Why This Matters in the UK Right Now

As of the December 2025 ONS release (published 15 January 2026):

  • CPI annual rate: 3.0%
  • Restaurants and hotels annual inflation: 3.8%

From 1 April 2026, the UK minimum wage table moves again. National Living Wage (age 21 and over) is GBP 12.71 per hour.

From 6 April 2026, employer NIC settings for 2026-27 include a 15% Class 1 secondary rate with updated thresholds.

For owner-operators, that means pricing and cash planning must include loaded payroll, not wage headline only.

The Core 8-Week Formula

closingCash = openingCash + cashIn - cashOut
cashOut = payrollLoaded + suppliers + rent + utilities + debt + taxReserve + otherFixed

Keep this weekly. If you only check monthly, corrective actions arrive too late.

Worked Example (Week 1)

Assumptions:

  • Opening cash: GBP 22,400
  • Cash in (net settlements): GBP 16,950
  • Payroll (loaded): GBP 6,780
  • Suppliers: GBP 4,920
  • Rent and utilities: GBP 2,460
  • Debt service: GBP 620
  • Tax reserve transfer: GBP 900
  • Other fixed: GBP 1,150
closingCash = 22,400 + 16,950 - (6,780 + 4,920 + 2,460 + 620 + 900 + 1,150)
            = 22,400 + 16,950 - 16,830
            = GBP 22,520

Positive week, but barely flat. That is a warning sign, not a win.

Wage-Change Impact Line (Add This Row)

weeklyWageUplift = (newRate - oldRate) x affectedHours

Example:

  • Old modeled rate: GBP 11.44
  • New modeled rate: GBP 12.71
  • Affected weekly hours: 260
weeklyWageUplift = (12.71 - 11.44) x 260 = GBP 330.20

If you do not recover that in pricing, mix, or productivity, your 8-week runway shrinks automatically.

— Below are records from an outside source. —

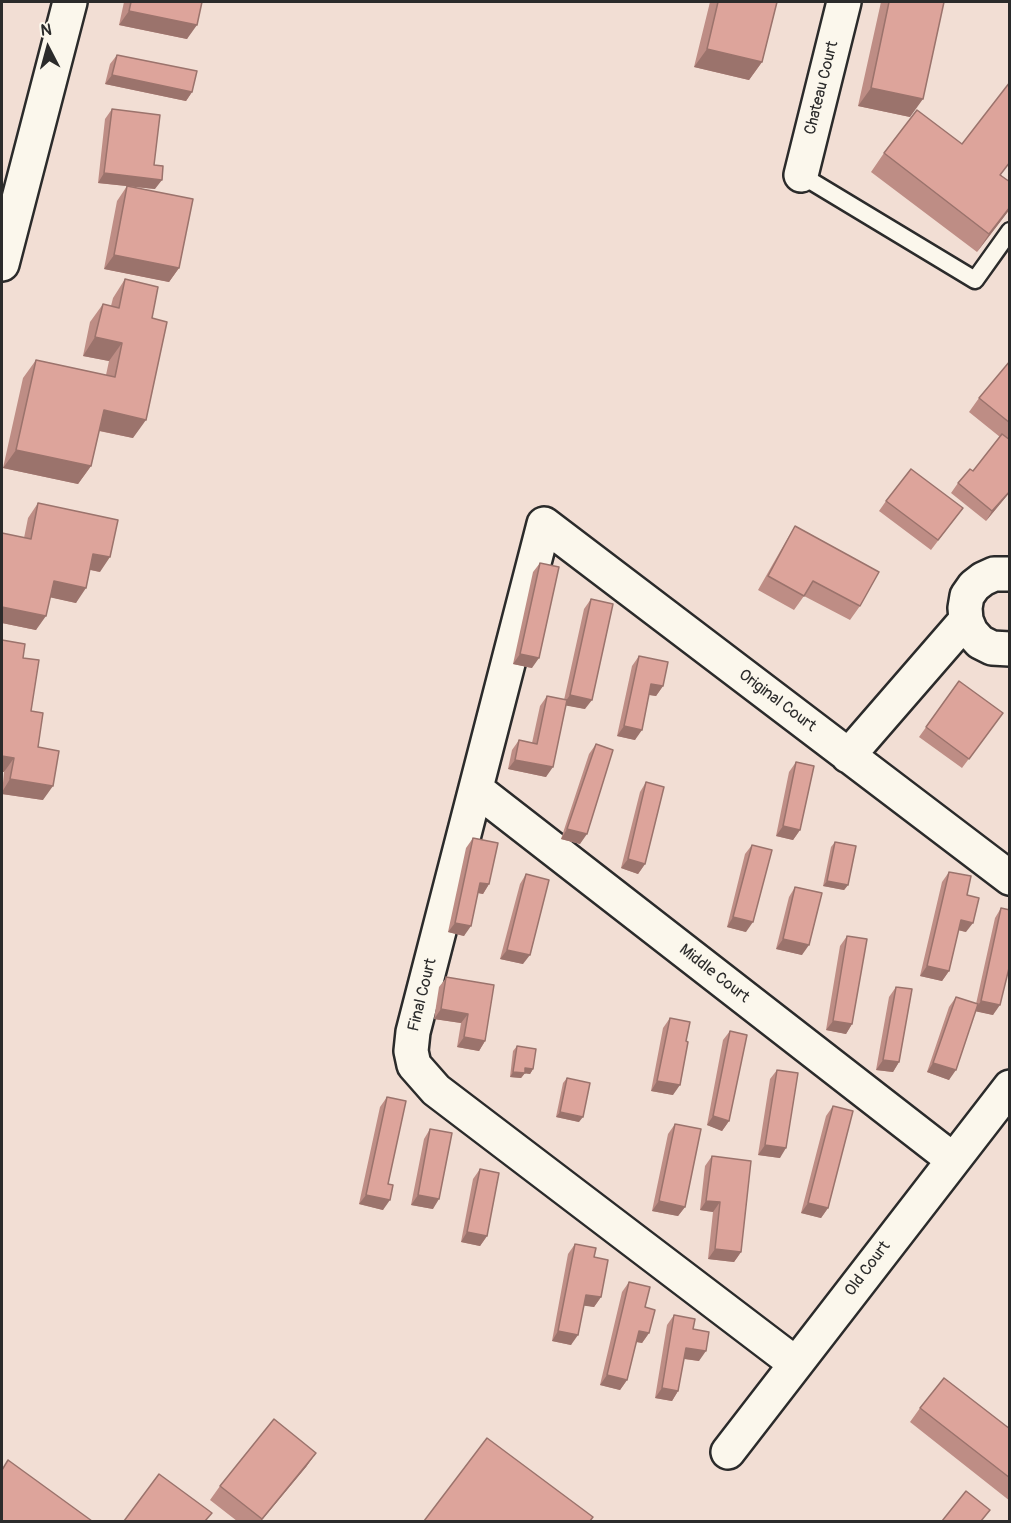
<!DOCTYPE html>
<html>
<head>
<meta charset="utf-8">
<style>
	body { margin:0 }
	#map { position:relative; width:1011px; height:1523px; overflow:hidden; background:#f2ded4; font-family:Pangolin,sans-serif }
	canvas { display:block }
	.frame { position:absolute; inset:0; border:3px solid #2b2b2b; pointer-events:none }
	.north { position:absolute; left:18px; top:18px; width:60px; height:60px; -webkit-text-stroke:4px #fbf7ec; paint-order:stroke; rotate:354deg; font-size:16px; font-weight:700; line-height:24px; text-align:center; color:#2b2b2b }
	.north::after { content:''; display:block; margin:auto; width:21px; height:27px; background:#2b2b2b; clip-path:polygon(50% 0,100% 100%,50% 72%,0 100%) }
</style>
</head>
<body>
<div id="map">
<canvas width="1011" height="1523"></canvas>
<div class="frame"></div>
<div class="north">N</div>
</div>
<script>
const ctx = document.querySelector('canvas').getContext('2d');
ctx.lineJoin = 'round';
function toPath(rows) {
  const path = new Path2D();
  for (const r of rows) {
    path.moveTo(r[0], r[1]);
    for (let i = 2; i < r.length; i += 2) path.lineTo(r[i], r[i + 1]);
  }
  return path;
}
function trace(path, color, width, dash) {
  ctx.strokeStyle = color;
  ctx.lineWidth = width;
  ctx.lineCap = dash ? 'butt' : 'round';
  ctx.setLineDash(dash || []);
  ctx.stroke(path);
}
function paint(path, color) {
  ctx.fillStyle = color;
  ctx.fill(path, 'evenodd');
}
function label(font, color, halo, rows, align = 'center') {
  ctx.font = font + ' Pangolin,sans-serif';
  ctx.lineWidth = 4.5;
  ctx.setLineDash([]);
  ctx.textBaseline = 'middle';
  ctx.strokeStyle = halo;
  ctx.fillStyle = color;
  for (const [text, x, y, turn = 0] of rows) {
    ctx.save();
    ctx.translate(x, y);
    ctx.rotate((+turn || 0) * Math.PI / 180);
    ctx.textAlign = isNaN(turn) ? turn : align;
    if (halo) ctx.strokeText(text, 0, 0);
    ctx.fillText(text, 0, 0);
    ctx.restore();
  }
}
const lane = toPath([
	[801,175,975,280,1010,231]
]);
const street = toPath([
	[801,175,844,2],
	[2,264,70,2],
	[1010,574,994,574,983,579,974,586,967,596,965,608,966,620,971,632,980,642,992,648,1010,649],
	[848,756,966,620],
	[476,789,952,1159],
	[796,1364,436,1090,414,1065,411,1051,413,1032,544,524,1010,878],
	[728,1452,1010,1087]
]);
const wall = toPath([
	[124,2,202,2,187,39,119,25],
	[710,2,777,2,762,62,749,80,694,67],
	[881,2,944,2,910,117,858,106],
	[117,55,192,92,186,101,105,84,110,64],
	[112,109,154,165,155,189,98,183,105,119],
	[962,144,1010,182,1010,209,977,252,871,172,884,153],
	[127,186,179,268,169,282,104,269,117,201],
	[125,279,152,318,133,438,99,431,91,466,78,484,3,468,23,378,36,360,106,375,109,361,83,356,90,322,103,304,111,306,113,298],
	[1010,361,1010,492,986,521,951,493,958,483,973,471,1000,437,969,412,979,398],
	[886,501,963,508,931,550,879,511],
	[38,503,100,572,90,570,76,603,50,597,36,630,2,623,2,533,24,538,28,518],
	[795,526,860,606,850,620,804,596,794,610,758,590,786,541],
	[540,563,532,668,513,664,533,572],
	[591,599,585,709,566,705,546,777,508,769,512,750,519,740,532,743,540,706,547,696,564,700,584,609],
	[639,656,663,686,656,696,649,695,635,740,617,736,632,666],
	[959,681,1003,713,962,768,919,737],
	[31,711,38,747,43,800,2,794,4,772],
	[596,744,580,844,561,839,589,754],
	[796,762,800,830,793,840,776,836,789,772],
	[646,782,645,864,638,874,621,868,640,792],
	[473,838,489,884,483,894,478,893,464,936,448,932,466,848],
	[835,842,848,885,844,890,823,886,831,847],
	[752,845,746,932,727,927,745,854],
	[949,872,967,895,966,932,958,930,949,971,942,981,920,976,942,882],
	[526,874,523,964,500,959,520,884],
	[795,887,802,955,776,949,789,897],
	[1001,908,1010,910,1010,969,1008,969,993,1015,976,1011,949,1080,927,1072,949,1007,956,997,976,1004,995,918],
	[847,936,852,1024,846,1034,826,1030,840,946],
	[446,978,485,1041,479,1051,457,1047,461,1023,434,1019,439,987],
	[896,987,899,1062,893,1072,876,1070,889,997],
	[670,1018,673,1095,651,1091,663,1028],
	[730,1031,729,1121,722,1131,707,1125,723,1040],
	[517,1046,533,1069,530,1074,525,1073,521,1078,510,1077,513,1051],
	[777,1070,780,1158,758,1155,770,1079],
	[567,1078,579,1122,556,1117,563,1083],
	[387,1097,388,1184,383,1210,359,1204,380,1107],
	[833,1106,828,1208,821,1218,801,1213,826,1116],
	[675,1124,685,1207,678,1216,652,1211,668,1134],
	[430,1129,433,1209,411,1205,424,1139],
	[712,1156,741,1252,734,1262,708,1259,713,1212,700,1210,705,1166],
	[480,1169,487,1236,480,1246,461,1242,473,1179],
	[575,1244,594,1257,601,1297,594,1307,584,1305,571,1345,552,1341,568,1254],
	[629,1282,645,1307,649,1333,642,1343,636,1342,627,1380,620,1390,600,1385,622,1292],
	[674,1315,693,1329,699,1361,684,1359,678,1391,672,1401,655,1398,667,1325],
	[920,1408,1010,1429,1010,1501,910,1422],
	[316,1453,306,1467,261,1521,237,1521,210,1500,220,1486]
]);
const shadedWall = toPath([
	[129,11,197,25,187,39,119,25],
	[707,49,762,62,749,80,694,67],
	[112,75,192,92,186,101,105,84],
	[871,88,923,99,910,117,858,106],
	[104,173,162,180,155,189,98,183],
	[1010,207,1010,209,977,252,989,234],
	[114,255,179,268,169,282,104,269],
	[95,337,122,343,109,361,83,356],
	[104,410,146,420,133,438,91,429],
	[16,450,91,466,78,484,3,468],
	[1010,491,1010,492,986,521,992,511],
	[93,554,110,557,100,572,83,568],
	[54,581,86,588,76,603,44,596],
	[2,607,46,616,36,630,2,623],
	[520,654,539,658,532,668,513,664],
	[651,684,663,686,656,696,644,694],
	[570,695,592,700,585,709,563,705],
	[624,726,642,730,635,740,617,736],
	[2,756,14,758,4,772,2,772],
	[515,760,553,767,546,777,508,769],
	[10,779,53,786,43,800,2,794,2,792],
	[783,826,800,830,793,840,776,836],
	[567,829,587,834,580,844,561,839],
	[628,859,645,864,638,874,621,868],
	[827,881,848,885,844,890,823,886],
	[480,883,489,884,483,894,473,892],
	[733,917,753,922,746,932,727,927],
	[961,920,973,923,966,932,954,929],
	[455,923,471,926,464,936,448,932],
	[783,939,809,945,802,955,776,949],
	[507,950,530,955,523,964,500,959],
	[927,966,949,971,942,981,920,976],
	[981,1001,1000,1005,993,1015,974,1011],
	[441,1009,468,1014,461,1023,434,1019],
	[833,1021,852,1024,846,1034,826,1030],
	[464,1037,485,1041,479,1051,457,1047],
	[883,1060,899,1062,893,1072,876,1070],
	[933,1063,956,1070,949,1080,927,1072],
	[525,1068,533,1069,530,1074,522,1073],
	[513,1072,525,1073,521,1078,510,1077],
	[657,1081,680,1085,673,1095,651,1091],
	[560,1112,583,1117,579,1122,556,1117],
	[713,1116,729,1121,722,1131,707,1125],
	[765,1145,786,1148,780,1158,758,1155],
	[366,1195,390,1200,383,1210,359,1204],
	[418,1195,439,1199,433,1209,411,1205],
	[659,1201,685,1207,678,1216,652,1211],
	[706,1201,720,1202,713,1212,700,1210],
	[808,1203,828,1208,821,1218,801,1213],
	[467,1232,487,1236,480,1246,461,1242],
	[715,1249,741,1252,734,1262,708,1259],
	[586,1295,601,1297,594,1307,579,1305],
	[558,1331,578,1335,571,1345,552,1341],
	[639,1331,649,1333,642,1343,632,1341],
	[686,1348,706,1351,699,1361,679,1358],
	[607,1375,627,1380,620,1390,600,1385],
	[662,1388,678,1391,672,1401,655,1398],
	[316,1453,306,1467,261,1521,260,1521]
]);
const building = toPath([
	[131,2,202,2,197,25,129,11,131,2],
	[718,2,777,2,762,62,707,49,718,2],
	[889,2,944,2,923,99,871,88,889,2],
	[117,55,197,71,192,92,112,75,117,55],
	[1010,82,1010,162,1000,175,1010,182,1010,207,989,234,884,153,917,110,962,144,1010,82],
	[112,109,160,115,154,165,163,166,162,180,104,173,112,109],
	[127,186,193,199,179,268,114,255,127,186],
	[125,279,158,287,152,318,167,322,146,420,104,410,91,466,16,450,36,360,115,377,122,343,95,337,103,304,119,308,125,279],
	[1010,361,1010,423,979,398,1010,361],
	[1002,434,1010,440,1010,491,992,511,958,483,970,469,973,471,1002,434],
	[911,469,963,508,938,540,886,501,911,469],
	[38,503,118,520,110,557,93,554,86,588,54,581,46,616,2,607,2,533,31,539,38,503],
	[795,526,879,572,860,606,813,581,804,596,768,576,795,526],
	[540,563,559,567,539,658,520,654,540,563],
	[591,599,613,604,592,700,570,695,591,599],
	[2,640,25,644,23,658,39,660,31,711,43,713,38,747,59,751,53,786,10,779,14,758,2,756,2,640],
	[639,656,668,662,663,686,651,684,642,730,624,726,639,656],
	[959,681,1003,713,969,759,926,727,959,681],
	[547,696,567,700,553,767,515,760,519,740,537,744,547,696],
	[596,744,613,750,587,834,567,829,596,744],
	[796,762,814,766,800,830,783,826,796,762],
	[646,782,664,787,645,864,628,859,646,782],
	[473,838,498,843,489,884,480,883,471,926,455,923,473,838],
	[835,842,856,846,848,885,827,881,835,842],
	[752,845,772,850,753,922,733,917,752,845],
	[949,872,971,876,967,895,979,898,973,923,961,920,949,971,927,966,949,872],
	[526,874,549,880,530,955,507,950,526,874],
	[795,887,822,893,809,945,783,939,795,887],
	[1001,908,1010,910,1010,964,1000,1005,981,1001,1001,908],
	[847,936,867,939,852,1024,833,1021,847,936],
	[446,977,494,985,485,1041,464,1037,468,1014,441,1009,446,977],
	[896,987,912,989,899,1062,883,1060,896,987],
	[956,997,978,1004,956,1070,933,1063,956,997],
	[670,1018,690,1022,686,1041,688,1042,680,1085,657,1081,670,1018],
	[730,1031,747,1035,729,1121,713,1116,730,1031],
	[517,1046,536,1049,533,1069,525,1068,525,1073,513,1072,517,1046],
	[777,1070,798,1073,786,1148,765,1145,777,1070],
	[567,1078,590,1083,583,1117,560,1112,567,1078],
	[387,1097,406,1101,388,1184,393,1185,390,1200,366,1195,387,1097],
	[833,1106,853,1111,828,1208,808,1203,833,1106],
	[675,1124,701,1129,685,1207,659,1201,675,1124],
	[430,1129,452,1133,439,1199,418,1195,430,1129],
	[712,1156,751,1161,741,1252,715,1249,720,1202,706,1201,712,1156],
	[480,1169,499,1173,487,1236,467,1232,480,1169],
	[575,1244,596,1248,594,1257,608,1260,601,1297,586,1295,578,1335,558,1331,575,1244],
	[629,1282,650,1287,645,1307,655,1310,649,1333,639,1331,627,1380,607,1375,629,1282],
	[674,1315,695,1319,693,1329,709,1332,706,1351,686,1348,678,1391,662,1388,674,1315],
	[944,1378,1010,1429,1010,1478,920,1408,944,1378],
	[274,1419,316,1453,262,1519,220,1486,274,1419],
	[487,1438,593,1517,590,1521,424,1521,487,1438],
	[8,1460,92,1521,2,1521,2,1470,8,1460],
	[159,1474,212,1513,205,1521,124,1521,159,1474],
	[966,1491,990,1510,981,1521,942,1521,966,1491]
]);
const streetNames = [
	["Chateau Court",822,88,-76],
	["Original Court",777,701,37],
	["Middle Court",714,974,38],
	["Final Court",423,995,-76],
	["Old Court",868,1269,-53]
];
trace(lane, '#2b2b2b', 21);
trace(street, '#2b2b2b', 38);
trace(lane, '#fbf7ec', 16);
trace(street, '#fbf7ec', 33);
paint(wall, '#be8d85');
paint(shadedWall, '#9b736c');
paint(building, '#dda49b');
trace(building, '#9b736c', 1.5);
label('16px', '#2b2b2b', '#fbf7ec', streetNames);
</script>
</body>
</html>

30-Minute Weekly Cash Routine

  1. Update actual settlements by channel.
  2. Post payroll as loaded cost, not gross wage only.
  3. Transfer tax reserve first.
  4. Compare planned vs actual closing cash.
  5. Trigger stop rule if closing cash is under target.

Stop Rules You Can Use

  • Two consecutive weeks below minimum cash floor.
  • Supplier terms stretched beyond agreed cycle.
  • Payroll plus supplier outflow exceeds 80% of weekly cash in for 2 weeks.

When a stop rule triggers, cut leakage first: discount abuse, low-margin modifiers, and unprofitable dayparts.

Common Mistakes

  1. Using profit reports as cash-flow reports.
  2. Ignoring payroll loading and NI effects in weekly planning.
  3. Waiting for month-end to react.
  4. Using one blended food-cost assumption across all channels.

KitchenCost helps you recost recipes and menu floors quickly, so your weekly cash model uses current numbers.

Try KitchenCost.

Sources (checked on 2026-02-14)

Frequently Asked Questions

What is the simplest cash-flow formula for a small restaurant?

Use opening cash + cash in - cash out = closing cash, then run it weekly for at least 8 weeks.

Why should UK operators update cash-flow templates before April 2026?

Because wage assumptions change from 1 April 2026 and payroll loading can move faster than many operators expect.

Should I track cash flow and P and L separately?

Yes. P and L shows profitability, while cash flow shows whether you can pay suppliers, payroll, and tax on time.

How often should this template be updated?

Weekly for cash in and cash out, with a monthly assumption reset for wages, supplier prices, and tax reserves.